But directors say £178m deal is designed to drive growth
Up to 150 jobs will go as Costain and May Gurney look to make operational efficiencies if their proposed £178m merger is given the go-ahead.
In documents filed with the Stock Exchange Costain said it anticipated that the merger “will result in a net reduction in the number of Combined Group full-time equivalent employee roles of fewer than 150.” It said these reductions would be primarily from overhead roles, and in total the merger would deliver cost-savings of £10m per year by 2015.
However, Costain chair David Allvey said the merger was about positioning the combined company for growth, rather than about looking for “every opportunity to save costs.”
Costain has already said it will retain May Gurney’s head office as a shared service centre, but Allvey and Costain chief executive Andrew Wyllie (pictured) declined to give any assurances regarding retaining other specific offices.
Allvey said: “Driving our thought processes is an opportunity for growth, that we see with the way our customers are chaning their requirements. That’s why with this merger we’ve decided to ring-fence our business development spend, which is particularly vital given that procurmen is becoming more complex and the costs of bidding are going up.”

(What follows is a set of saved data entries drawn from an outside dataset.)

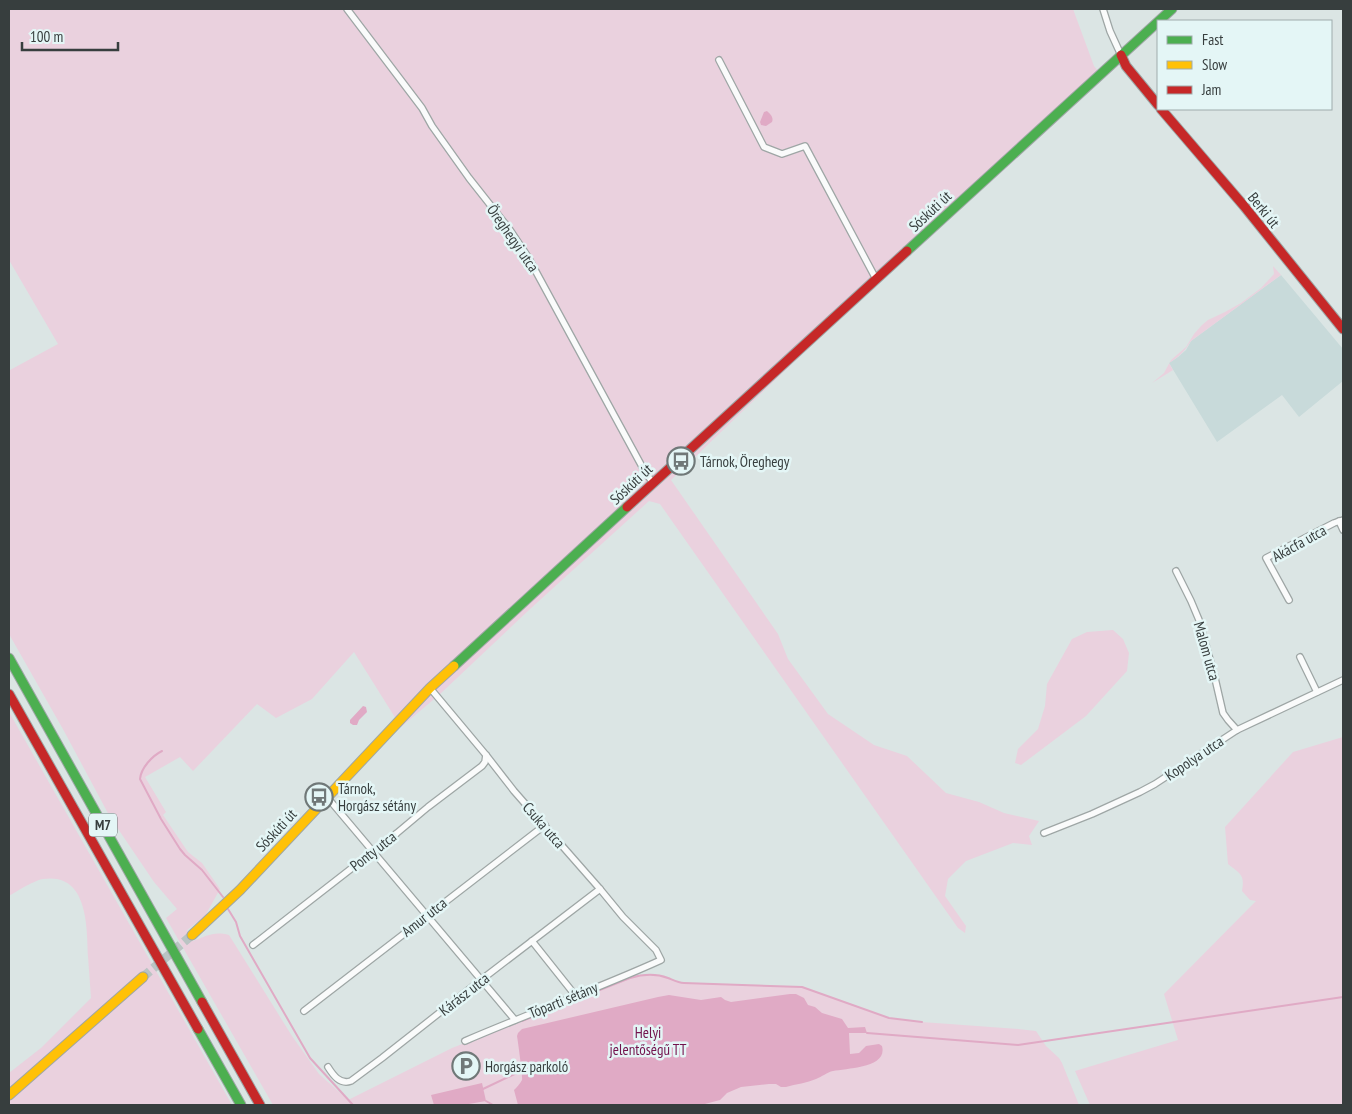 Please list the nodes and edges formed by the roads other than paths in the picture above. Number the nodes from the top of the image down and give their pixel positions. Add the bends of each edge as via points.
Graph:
1 (348, 9) edge
2 (1103, 9) edge
3 (1172, 9) edge
4 (1160, 20) edge
5 (1157, 22) edge
6 (1120, 55) junction
7 (719, 60) dead end
8 (1157, 104) edge
9 (1162, 110) edge
10 (876, 279) junction
11 (1343, 329) edge
12 (653, 483) junction
13 (1341, 521) edge
14 (1343, 530) edge
15 (1176, 571) dead end
16 (1289, 600) dead end
17 (1300, 657) dead end
18 (9, 658) edge
19 (1343, 680) edge
20 (430, 688) junction
21 (1317, 692) junction
22 (9, 694) edge
23 (1237, 730) junction
24 (486, 755) junction
25 (326, 797) junction
26 (545, 825) junction
27 (1044, 833) dead end
28 (372, 852) junction
29 (600, 889) junction
30 (426, 915) junction
31 (192, 935) tunnel mouth
32 (532, 941) junction
33 (253, 945) dead end
34 (661, 960) joint
35 (143, 977) tunnel mouth
36 (481, 980) junction
37 (575, 995) junction
38 (304, 1011) dead end
39 (515, 1020) junction
40 (465, 1041) dead end
41 (328, 1067) dead end
42 (9, 1094) edge
43 (241, 1105) edge
44 (260, 1105) edge

1 - 12 street, Öreghegyi utca via 528,257
2 - 6 street
3 - 4 main road, Sóskúti út
5 - 6 main road, Sóskúti út
6 - 8 main road
6 - 10 main road, Sóskúti út
7 - 10 street via 764,147 782,154 805,146
9 - 11 main road, Berki út
10 - 12 main road, Sóskúti út
12 - 20 main road, Sóskúti út
13 - 14 street
13 - 16 street, Akácfa utca via 1266,558
15 - 23 street, Malom utca via 1199,620 1223,713
17 - 21 street
18 - 44 main road, M7
19 - 21 street, Kopolya utca
20 - 24 street, Csuka utca
20 - 25 main road, Sóskúti út
21 - 23 street, Kopolya utca
22 - 43 main road, M7
23 - 27 street, Kopolya utca via 1155,784
24 - 26 street, Csuka utca
24 - 28 street, Ponty utca via 482,766
25 - 28 street
25 - 31 main road, Sóskúti út via 240,890
26 - 29 street, Csuka utca
26 - 30 street, Amur utca
28 - 30 street
28 - 33 street, Ponty utca
29 - 32 street, Kárász utca
29 - 34 street, Csuka utca via 632,928 656,950
30 - 36 street
30 - 38 street, Amur utca
32 - 36 street, Kárász utca
32 - 37 street
34 - 37 street, Tóparti sétány
35 - 42 main road
36 - 39 street
36 - 41 street, Kárász utca via 351,1081 341,1081
37 - 39 street, Tóparti sétány
39 - 40 street, Tóparti sétány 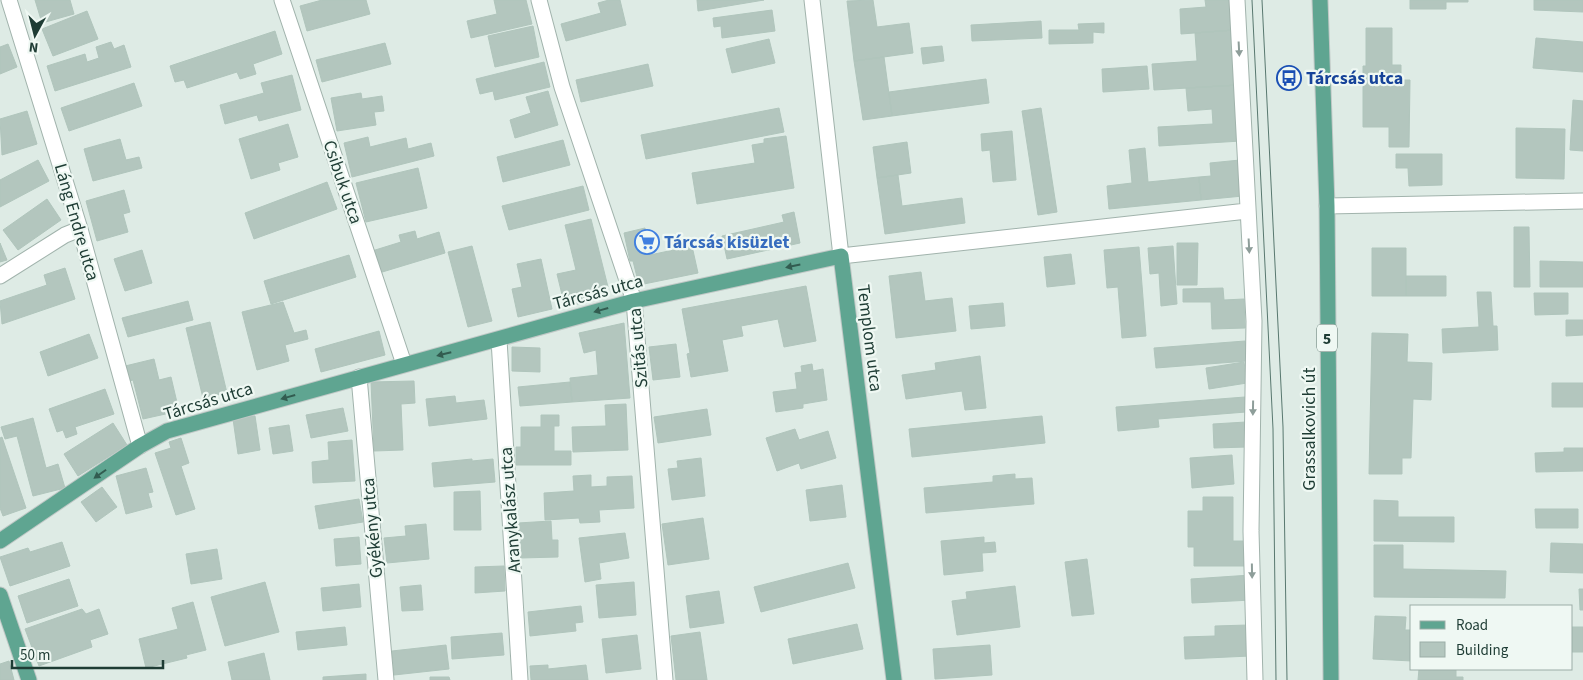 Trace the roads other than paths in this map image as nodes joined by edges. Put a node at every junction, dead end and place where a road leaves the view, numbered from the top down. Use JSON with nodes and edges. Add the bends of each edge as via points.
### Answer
{"nodes":[{"id":1,"x":9,"y":0,"type":"edge"},
{"id":2,"x":282,"y":0,"type":"edge"},
{"id":3,"x":539,"y":0,"type":"edge"},
{"id":4,"x":812,"y":0,"type":"edge"},
{"id":5,"x":1236,"y":0,"type":"edge"},
{"id":6,"x":1313,"y":0,"type":"edge"},
{"id":7,"x":1320,"y":0,"type":"edge"},
{"id":8,"x":1319,"y":29,"type":"junction"},
{"id":9,"x":1583,"y":201,"type":"edge"},
{"id":10,"x":1327,"y":206,"type":"junction"},
{"id":11,"x":1247,"y":211,"type":"junction"},
{"id":12,"x":80,"y":229,"type":"junction"},
{"id":13,"x":841,"y":256,"type":"junction"},
{"id":14,"x":0,"y":276,"type":"edge"},
{"id":15,"x":634,"y":301,"type":"junction"},
{"id":16,"x":499,"y":340,"type":"junction"},
{"id":17,"x":404,"y":364,"type":"junction"},
{"id":18,"x":359,"y":376,"type":"junction"},
{"id":19,"x":140,"y":446,"type":"junction"},
{"id":20,"x":0,"y":541,"type":"edge"},
{"id":21,"x":0,"y":596,"type":"edge"},
{"id":22,"x":29,"y":680,"type":"edge"},
{"id":23,"x":386,"y":680,"type":"edge"},
{"id":24,"x":520,"y":680,"type":"edge"},
{"id":25,"x":665,"y":680,"type":"edge"},
{"id":26,"x":894,"y":680,"type":"edge"},
{"id":27,"x":1255,"y":680,"type":"edge"},
{"id":28,"x":1331,"y":680,"type":"edge"}],
"edges":[{"from":1,"to":12,"type":"street","name":"Láng Endre utca"},
{"from":2,"to":17,"type":"street","name":"Csibuk utca"},
{"from":3,"to":15,"type":"street","name":"Szitás utca","via":[[562,87]]},
{"from":4,"to":13,"type":"street","name":"Templom utca"},
{"from":5,"to":11,"type":"street","one_way":true},
{"from":6,"to":8,"type":"main road","name":"Grassalkovich út","number":"5"},
{"from":7,"to":8,"type":"main road","name":"Grassalkovich út","number":"5"},
{"from":8,"to":10,"type":"main road","name":"Grassalkovich út","number":"5"},
{"from":9,"to":10,"type":"street"},
{"from":10,"to":28,"type":"main road","name":"Grassalkovich út","number":"5"},
{"from":11,"to":13,"type":"street","name":"Tárcsás utca"},
{"from":11,"to":27,"type":"street","one_way":true,"via":[[1254,320],[1251,531]]},
{"from":12,"to":14,"type":"street"},
{"from":12,"to":19,"type":"street","name":"Láng Endre utca"},
{"from":13,"to":15,"type":"main road","name":"Tárcsás utca","one_way":true},
{"from":13,"to":26,"type":"main road","name":"Templom utca"},
{"from":15,"to":16,"type":"main road","name":"Tárcsás utca","one_way":true},
{"from":15,"to":25,"type":"street","name":"Szitás utca"},
{"from":16,"to":17,"type":"main road","name":"Tárcsás utca","one_way":true},
{"from":16,"to":24,"type":"street","name":"Aranykalász utca"},
{"from":17,"to":18,"type":"main road","name":"Tárcsás utca"},
{"from":18,"to":19,"type":"main road","name":"Tárcsás utca","one_way":true,"via":[[167,431]]},
{"from":18,"to":23,"type":"street","name":"Gyékény utca"},
{"from":19,"to":20,"type":"main road","name":"Tárcsás utca","one_way":true},
{"from":21,"to":22,"type":"main road"}]}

The proposed merger, if approved, will create a £1.6bn turnover contractor and support services firm specialising in the public and regulated sectors, employing 11,000 staff. It will be known as Costain May Gurney, and although the merger will take place by a buy-out of May Gurney shareholders and leave Wyllie in charge of the combined business, both firms stressed they viewed the deal as a merger rather than a take-over.
Wyllie said the merger was taking place in order to respond to the need by customers such as utilities to procure larger more complex deals from their suppliers. He said: “This is the result of the rapidly changing nature of our customers needs. We’re need to position ourselves as in the premier league of tier one suppliers to our customers, and to do that we have to have scale, financial strength and diversity of service offering.”
The merger follows a profit warning by May Gurney in September which saw the departure of then chief executive Philip Fellowes-Prynne to be replaced by Willie MacDiarmid. Both Costain and May Gurney denied the deal, which has seen shares in May Gurney spike 22% in early trading, should be viewed as a rescue deal for the firm.
May Gurney chair Margaret Ford said: “The board has not looked at this as a short term deal in any way. We’ve got a three year and a ten-year horizon on this deal and the fact that May Gurney has had well-publicised operational difficulties that we have address and continue to address is neither here nor there.”
Shares in Costain have fallen more than 5% on the announcement.